When the submarine picked us up I was able to hang on to my pistols, but my papers were lost, as was the last of my near useless ‘snow’. I told Major Pujol how I had succeeded in escaping Red Barcelona in the boat, only to be attacked by the Fiat floatplane. He and the Italians were full of apologies, especially once they realised that my dead friend had been an Italian. Zoyea was not so forgiving of them, however, and refused to have anything to do with them or any of the other Italians in Palma even after we reached the city. I was the only one who could comfort her, but she became increasingly melancholic. We remained in Palma for the summer. One afternoon I borrowed Major Pujol’s car and motored down the winding roads until we arrived at the pretty port of Andratx. The fishing village had lost none of its charm. We stopped for lunch at the Restaurant Fleming, and there by the big window I saw Mrs Cornelius. She had just finished singing and stood by the big, dark Broadwood piano looking out to sea. She was a Vermeer. I spoke her name and she turned.

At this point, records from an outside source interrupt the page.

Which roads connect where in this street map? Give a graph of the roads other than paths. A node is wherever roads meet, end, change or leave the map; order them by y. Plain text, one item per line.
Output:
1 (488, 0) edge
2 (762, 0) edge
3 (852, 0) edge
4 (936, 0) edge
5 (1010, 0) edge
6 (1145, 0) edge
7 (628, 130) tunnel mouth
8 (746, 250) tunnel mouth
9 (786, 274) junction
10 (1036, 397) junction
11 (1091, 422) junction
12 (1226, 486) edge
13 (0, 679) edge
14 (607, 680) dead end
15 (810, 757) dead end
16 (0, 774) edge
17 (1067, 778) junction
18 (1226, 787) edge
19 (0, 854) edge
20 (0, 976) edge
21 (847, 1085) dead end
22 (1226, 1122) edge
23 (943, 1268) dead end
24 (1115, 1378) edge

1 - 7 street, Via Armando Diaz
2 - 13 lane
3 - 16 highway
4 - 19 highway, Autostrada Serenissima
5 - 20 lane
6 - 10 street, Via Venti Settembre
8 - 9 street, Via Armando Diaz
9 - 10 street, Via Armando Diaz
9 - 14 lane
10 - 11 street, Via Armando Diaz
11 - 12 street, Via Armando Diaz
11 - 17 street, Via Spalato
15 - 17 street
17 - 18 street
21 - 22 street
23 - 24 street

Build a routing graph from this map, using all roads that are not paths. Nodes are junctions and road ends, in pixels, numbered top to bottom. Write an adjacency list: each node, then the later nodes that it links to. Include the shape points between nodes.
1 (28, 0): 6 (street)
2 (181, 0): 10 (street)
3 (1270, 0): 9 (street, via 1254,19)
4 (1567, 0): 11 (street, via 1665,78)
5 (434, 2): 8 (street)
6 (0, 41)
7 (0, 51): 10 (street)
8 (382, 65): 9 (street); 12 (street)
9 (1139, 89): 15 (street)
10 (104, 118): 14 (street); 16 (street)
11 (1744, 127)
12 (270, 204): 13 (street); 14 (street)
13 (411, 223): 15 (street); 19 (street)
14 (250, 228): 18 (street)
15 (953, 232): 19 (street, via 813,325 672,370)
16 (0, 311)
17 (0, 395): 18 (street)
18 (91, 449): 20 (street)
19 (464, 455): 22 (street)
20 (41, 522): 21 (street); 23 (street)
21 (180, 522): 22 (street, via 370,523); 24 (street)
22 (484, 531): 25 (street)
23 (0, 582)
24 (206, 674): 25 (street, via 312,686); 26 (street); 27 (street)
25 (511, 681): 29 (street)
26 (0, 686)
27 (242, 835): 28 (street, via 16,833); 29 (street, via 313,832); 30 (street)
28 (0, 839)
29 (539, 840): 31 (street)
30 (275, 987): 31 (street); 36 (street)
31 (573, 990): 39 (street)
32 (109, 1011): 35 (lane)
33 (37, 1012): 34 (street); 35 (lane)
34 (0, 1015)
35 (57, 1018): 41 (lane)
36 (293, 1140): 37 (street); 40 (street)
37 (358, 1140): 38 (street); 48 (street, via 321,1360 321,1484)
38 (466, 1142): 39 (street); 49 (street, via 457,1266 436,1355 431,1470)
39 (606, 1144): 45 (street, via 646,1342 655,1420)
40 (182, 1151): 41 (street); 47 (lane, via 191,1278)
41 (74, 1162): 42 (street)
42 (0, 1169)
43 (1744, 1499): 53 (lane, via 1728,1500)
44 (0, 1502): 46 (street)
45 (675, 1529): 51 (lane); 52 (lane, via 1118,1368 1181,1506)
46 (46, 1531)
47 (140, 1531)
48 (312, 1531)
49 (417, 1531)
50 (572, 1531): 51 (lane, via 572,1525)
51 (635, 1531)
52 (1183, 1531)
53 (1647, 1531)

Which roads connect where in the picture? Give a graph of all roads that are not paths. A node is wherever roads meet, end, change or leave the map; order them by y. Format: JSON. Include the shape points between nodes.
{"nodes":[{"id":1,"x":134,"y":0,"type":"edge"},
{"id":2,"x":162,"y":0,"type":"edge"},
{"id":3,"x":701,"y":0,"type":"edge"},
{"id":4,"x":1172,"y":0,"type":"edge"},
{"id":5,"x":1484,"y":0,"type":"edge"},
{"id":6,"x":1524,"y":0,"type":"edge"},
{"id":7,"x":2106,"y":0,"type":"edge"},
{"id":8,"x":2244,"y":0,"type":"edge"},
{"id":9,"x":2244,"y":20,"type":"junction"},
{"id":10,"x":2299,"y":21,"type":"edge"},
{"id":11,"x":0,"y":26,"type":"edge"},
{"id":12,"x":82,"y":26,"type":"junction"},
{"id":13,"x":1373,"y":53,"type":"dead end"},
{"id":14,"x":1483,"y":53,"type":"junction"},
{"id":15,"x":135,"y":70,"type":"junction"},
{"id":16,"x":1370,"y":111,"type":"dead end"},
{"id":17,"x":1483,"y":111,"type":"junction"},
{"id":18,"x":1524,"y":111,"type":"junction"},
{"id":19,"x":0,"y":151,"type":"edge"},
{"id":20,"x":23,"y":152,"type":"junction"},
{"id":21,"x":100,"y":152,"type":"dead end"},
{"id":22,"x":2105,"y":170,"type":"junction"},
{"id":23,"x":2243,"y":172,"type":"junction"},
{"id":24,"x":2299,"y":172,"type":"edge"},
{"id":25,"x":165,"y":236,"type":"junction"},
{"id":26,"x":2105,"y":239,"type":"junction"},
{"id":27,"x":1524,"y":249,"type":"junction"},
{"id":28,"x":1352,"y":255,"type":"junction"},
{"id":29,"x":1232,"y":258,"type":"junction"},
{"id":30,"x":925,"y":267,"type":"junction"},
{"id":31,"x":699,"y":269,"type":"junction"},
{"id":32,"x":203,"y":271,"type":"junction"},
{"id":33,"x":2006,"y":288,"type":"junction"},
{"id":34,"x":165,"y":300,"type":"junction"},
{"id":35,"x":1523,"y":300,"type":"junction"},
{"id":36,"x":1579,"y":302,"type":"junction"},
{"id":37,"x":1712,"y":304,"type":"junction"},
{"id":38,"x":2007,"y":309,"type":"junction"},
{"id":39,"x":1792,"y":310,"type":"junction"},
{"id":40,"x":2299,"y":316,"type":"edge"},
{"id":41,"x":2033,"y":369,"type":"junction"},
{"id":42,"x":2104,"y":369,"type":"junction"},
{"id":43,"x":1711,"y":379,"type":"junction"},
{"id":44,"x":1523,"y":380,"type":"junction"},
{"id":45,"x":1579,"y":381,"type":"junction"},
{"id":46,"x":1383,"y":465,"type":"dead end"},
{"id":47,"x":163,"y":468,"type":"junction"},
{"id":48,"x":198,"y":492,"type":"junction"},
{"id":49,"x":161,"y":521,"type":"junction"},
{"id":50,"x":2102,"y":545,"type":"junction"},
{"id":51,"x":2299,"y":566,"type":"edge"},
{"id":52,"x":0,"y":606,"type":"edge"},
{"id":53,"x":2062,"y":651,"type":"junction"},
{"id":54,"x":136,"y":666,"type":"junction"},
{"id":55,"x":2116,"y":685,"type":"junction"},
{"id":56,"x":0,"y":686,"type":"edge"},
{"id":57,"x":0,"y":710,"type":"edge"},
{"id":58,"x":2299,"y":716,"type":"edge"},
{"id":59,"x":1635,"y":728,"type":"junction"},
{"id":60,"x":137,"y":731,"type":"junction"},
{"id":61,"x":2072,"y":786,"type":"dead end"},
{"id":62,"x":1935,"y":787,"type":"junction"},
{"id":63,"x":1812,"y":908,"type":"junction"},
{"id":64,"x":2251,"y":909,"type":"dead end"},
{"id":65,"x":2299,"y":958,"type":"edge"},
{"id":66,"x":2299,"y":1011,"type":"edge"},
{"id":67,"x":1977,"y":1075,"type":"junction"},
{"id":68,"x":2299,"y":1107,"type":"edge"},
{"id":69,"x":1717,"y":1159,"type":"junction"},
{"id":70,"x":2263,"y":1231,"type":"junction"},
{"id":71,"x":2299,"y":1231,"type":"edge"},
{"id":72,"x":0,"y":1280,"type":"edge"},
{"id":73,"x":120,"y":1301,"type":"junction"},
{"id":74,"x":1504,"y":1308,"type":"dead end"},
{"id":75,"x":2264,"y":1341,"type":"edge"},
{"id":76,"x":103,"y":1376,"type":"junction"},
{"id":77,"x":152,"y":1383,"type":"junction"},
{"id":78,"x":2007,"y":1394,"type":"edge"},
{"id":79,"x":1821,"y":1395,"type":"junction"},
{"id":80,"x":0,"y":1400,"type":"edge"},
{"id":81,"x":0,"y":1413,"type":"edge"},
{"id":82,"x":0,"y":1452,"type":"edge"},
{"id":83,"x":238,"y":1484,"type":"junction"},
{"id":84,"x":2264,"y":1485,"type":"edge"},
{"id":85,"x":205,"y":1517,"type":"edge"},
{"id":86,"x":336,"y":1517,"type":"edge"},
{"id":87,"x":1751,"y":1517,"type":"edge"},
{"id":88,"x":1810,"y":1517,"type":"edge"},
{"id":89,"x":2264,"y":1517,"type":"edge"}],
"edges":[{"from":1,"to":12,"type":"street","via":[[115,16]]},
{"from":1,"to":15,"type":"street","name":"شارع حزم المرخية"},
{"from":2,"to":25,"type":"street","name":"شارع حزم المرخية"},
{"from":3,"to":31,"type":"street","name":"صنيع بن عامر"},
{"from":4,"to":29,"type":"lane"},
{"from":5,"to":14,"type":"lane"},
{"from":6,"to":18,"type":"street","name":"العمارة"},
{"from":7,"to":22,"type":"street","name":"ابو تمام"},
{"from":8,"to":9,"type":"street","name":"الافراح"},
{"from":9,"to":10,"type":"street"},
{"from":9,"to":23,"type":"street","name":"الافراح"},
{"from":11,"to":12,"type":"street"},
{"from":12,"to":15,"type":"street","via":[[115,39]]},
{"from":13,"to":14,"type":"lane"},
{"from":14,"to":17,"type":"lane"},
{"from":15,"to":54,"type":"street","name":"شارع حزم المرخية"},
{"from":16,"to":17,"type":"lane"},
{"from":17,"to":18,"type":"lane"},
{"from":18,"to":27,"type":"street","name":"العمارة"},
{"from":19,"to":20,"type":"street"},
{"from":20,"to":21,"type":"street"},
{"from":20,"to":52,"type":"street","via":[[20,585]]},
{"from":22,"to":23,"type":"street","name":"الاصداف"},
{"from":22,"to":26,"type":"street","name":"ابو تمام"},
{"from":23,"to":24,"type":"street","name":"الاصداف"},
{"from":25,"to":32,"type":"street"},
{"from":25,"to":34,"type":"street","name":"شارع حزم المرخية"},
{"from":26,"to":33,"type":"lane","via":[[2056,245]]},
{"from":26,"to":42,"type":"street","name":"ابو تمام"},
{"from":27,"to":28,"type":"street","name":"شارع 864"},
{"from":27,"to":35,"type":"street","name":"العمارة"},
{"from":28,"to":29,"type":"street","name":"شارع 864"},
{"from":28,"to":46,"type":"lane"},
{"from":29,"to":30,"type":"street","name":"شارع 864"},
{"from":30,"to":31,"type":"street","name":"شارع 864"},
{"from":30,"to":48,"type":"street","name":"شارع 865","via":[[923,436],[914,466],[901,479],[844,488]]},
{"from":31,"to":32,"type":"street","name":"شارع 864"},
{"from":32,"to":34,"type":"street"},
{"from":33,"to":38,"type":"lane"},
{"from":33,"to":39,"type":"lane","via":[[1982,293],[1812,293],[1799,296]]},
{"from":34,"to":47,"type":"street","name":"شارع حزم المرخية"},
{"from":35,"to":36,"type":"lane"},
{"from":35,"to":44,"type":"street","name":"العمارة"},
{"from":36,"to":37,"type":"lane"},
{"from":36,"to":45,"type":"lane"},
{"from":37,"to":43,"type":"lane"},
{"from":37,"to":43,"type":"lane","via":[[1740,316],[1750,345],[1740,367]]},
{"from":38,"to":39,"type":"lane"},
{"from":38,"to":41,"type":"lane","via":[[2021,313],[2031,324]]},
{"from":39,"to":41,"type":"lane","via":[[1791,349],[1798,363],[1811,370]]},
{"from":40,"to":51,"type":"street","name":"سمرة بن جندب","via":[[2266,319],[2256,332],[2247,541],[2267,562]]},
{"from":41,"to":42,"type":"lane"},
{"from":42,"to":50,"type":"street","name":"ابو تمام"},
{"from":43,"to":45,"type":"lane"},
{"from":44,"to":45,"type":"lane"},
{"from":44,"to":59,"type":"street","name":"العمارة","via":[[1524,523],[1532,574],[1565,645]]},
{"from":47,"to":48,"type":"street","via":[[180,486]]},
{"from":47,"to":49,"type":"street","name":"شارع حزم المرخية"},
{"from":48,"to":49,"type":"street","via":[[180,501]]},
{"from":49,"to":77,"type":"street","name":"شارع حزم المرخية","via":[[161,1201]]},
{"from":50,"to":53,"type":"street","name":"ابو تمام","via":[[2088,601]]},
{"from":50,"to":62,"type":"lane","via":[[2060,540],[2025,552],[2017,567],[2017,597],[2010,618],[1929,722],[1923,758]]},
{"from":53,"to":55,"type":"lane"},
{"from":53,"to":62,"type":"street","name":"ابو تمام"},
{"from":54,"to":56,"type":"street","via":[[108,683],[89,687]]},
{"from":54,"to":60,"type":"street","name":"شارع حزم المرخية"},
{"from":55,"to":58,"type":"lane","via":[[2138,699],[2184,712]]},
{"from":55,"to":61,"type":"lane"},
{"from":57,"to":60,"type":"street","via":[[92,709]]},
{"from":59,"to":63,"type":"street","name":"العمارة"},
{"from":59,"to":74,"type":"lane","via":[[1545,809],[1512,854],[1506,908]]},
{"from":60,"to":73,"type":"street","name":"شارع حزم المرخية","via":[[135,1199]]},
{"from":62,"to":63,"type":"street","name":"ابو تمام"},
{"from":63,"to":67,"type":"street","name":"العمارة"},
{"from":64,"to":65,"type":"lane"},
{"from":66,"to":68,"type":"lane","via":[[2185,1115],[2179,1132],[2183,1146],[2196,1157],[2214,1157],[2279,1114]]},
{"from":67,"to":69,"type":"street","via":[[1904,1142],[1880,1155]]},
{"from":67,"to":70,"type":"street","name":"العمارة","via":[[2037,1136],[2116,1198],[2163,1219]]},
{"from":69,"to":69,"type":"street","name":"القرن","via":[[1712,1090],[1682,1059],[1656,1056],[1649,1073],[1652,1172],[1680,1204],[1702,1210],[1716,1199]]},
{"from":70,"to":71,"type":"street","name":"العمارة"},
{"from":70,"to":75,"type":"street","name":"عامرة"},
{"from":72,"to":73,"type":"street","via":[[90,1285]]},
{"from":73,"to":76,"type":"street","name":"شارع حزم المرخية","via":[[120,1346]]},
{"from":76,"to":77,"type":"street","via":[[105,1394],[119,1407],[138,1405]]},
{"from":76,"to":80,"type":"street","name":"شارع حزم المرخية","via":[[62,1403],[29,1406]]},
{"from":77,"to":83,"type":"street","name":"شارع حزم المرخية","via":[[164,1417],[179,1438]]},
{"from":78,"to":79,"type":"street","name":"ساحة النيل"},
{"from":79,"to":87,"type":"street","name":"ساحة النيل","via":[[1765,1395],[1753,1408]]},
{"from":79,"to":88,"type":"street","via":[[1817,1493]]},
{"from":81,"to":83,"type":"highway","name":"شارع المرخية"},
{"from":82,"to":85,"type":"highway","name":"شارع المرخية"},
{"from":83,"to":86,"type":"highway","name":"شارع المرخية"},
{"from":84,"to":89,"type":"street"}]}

‘Ivan!’ She came over to our table, chortling and winking at me about my delightful little ‘catch’, for Zoyea had now become a very pretty young lady.
Leaving Germany, originally she thought for a holiday, Mrs Cornelius had first arrived in the village with Desmond Reid who owned a flat here. Reid, too, found it politic to leave the rather oppressive atmosphere of Hitler’s Berlin. Did I know Major Nye was in Palma? I did not, of course.